STATUTORY INDEXING:  
General Rule of Priority [§3114(1)]  
Exception for Employer Provided Vehicles [§3114(3)]

TOPICAL INDEXING:  
Legislative Purpose and Intent   


CASE SUMMARY:  
In this unanimous unpublished per curiam Opinion, the Court of Appeals reversed the trial court in a priority dispute among insurers. The case arose out of an accident in which an individual named Robert Rood sustained personal injuries. The facts were undisputed that Rood was a self-employed owner of a tow truck service which was a sole proprietorship. Rood owned the business vehicle involved in the accident which occurred during the course of his business. The vehicle was titled in Rood's name and insured by plaintiff insurance company in Rood's name. The defendant insured three personal vehicles jointly owned by Rood and his wife. Plaintiff, the business vehicle insurer, filed suit against defendant, the personal vehicle insurer, seeking reimbursement for benefits it had paid.  

The trial court granted summary disposition in favor of defendant personal vehicle insurance company under §3114(3), which provides an "employee ... who suffers accidental bodily injury while an occupant of a motor vehicle owned or registered by the employer, shall receive personal protection insurance benefits to which the employee is entitled from the insurer of the furnished vehicle." The trial court held that Rood was an employee of his sole proprietorship business and thus, this section applies.  

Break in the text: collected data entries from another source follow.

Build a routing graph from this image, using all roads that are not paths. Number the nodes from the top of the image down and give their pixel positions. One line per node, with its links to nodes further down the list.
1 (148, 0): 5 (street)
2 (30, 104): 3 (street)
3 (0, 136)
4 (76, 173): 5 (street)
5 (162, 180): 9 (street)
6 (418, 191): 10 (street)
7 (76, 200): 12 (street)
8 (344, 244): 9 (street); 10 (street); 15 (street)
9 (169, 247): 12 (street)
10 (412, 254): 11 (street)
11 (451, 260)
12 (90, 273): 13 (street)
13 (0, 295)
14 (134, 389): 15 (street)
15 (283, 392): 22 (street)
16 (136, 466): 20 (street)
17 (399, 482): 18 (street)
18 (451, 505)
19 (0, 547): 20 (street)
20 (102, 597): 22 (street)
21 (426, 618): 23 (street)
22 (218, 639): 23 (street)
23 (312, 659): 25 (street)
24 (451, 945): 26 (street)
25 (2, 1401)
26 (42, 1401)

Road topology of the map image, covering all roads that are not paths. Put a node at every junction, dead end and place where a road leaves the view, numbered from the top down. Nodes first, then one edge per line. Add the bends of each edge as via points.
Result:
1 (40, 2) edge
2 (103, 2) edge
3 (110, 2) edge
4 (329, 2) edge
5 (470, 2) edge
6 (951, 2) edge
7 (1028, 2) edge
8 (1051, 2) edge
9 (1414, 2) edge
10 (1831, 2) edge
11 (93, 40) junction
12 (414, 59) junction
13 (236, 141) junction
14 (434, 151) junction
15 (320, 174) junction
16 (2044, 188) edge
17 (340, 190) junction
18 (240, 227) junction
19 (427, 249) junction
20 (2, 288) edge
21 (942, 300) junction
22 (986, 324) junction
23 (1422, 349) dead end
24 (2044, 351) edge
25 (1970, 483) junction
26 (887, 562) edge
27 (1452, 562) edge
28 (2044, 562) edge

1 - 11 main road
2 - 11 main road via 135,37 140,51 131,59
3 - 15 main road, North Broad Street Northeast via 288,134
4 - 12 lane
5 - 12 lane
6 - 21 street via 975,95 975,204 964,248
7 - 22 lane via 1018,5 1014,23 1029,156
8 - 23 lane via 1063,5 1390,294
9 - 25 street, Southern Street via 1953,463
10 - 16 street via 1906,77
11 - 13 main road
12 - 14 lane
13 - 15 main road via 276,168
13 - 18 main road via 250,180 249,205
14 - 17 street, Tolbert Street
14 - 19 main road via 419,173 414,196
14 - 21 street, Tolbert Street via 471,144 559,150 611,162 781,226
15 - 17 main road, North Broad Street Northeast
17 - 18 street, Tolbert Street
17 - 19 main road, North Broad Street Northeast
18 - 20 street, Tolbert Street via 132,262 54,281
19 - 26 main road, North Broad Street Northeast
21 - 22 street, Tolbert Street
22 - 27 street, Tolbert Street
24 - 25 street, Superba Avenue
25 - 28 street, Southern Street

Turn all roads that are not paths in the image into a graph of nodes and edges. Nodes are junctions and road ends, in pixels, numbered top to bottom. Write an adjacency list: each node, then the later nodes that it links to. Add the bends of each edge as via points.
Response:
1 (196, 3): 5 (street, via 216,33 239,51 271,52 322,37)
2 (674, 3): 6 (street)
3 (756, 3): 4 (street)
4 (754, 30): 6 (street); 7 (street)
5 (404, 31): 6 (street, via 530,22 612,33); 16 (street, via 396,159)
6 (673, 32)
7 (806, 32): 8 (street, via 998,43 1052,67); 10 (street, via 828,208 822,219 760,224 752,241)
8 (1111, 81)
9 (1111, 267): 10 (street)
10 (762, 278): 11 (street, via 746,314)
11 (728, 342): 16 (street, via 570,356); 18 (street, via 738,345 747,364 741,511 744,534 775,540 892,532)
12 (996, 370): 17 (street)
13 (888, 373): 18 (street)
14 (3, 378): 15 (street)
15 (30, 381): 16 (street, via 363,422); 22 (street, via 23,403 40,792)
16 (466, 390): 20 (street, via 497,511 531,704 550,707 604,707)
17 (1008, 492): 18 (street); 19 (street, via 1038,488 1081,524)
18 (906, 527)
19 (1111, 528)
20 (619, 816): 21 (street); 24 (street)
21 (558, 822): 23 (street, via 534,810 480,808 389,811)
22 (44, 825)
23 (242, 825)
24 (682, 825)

The Court of Appeals noted that the term "employer" and "employee" are not defined by the no-fault act. The Court of Appeals, utilizing a legal dictionary definition, found that the term "employee" means "a person in the service of another" and an "employer" as "one who employs the services of another." The court found that implicit in these definitions is the assumption that the existence of an employer-employee relationship requires more than one individual or entity, and therefore, a sole proprietor, like Rood, could not be an "employee" of his business. The court noted that this approach is consistent with the workers' compensation laws, where a sole proprietor is not considered an "employee" for purposes of that act. Accordingly, the Court of Appeals held that the trial court erred in granting summary disposition in favor of defendant personal vehicle insurer and the court remanded the case to the trial court for further proceedings consistent with its opinion.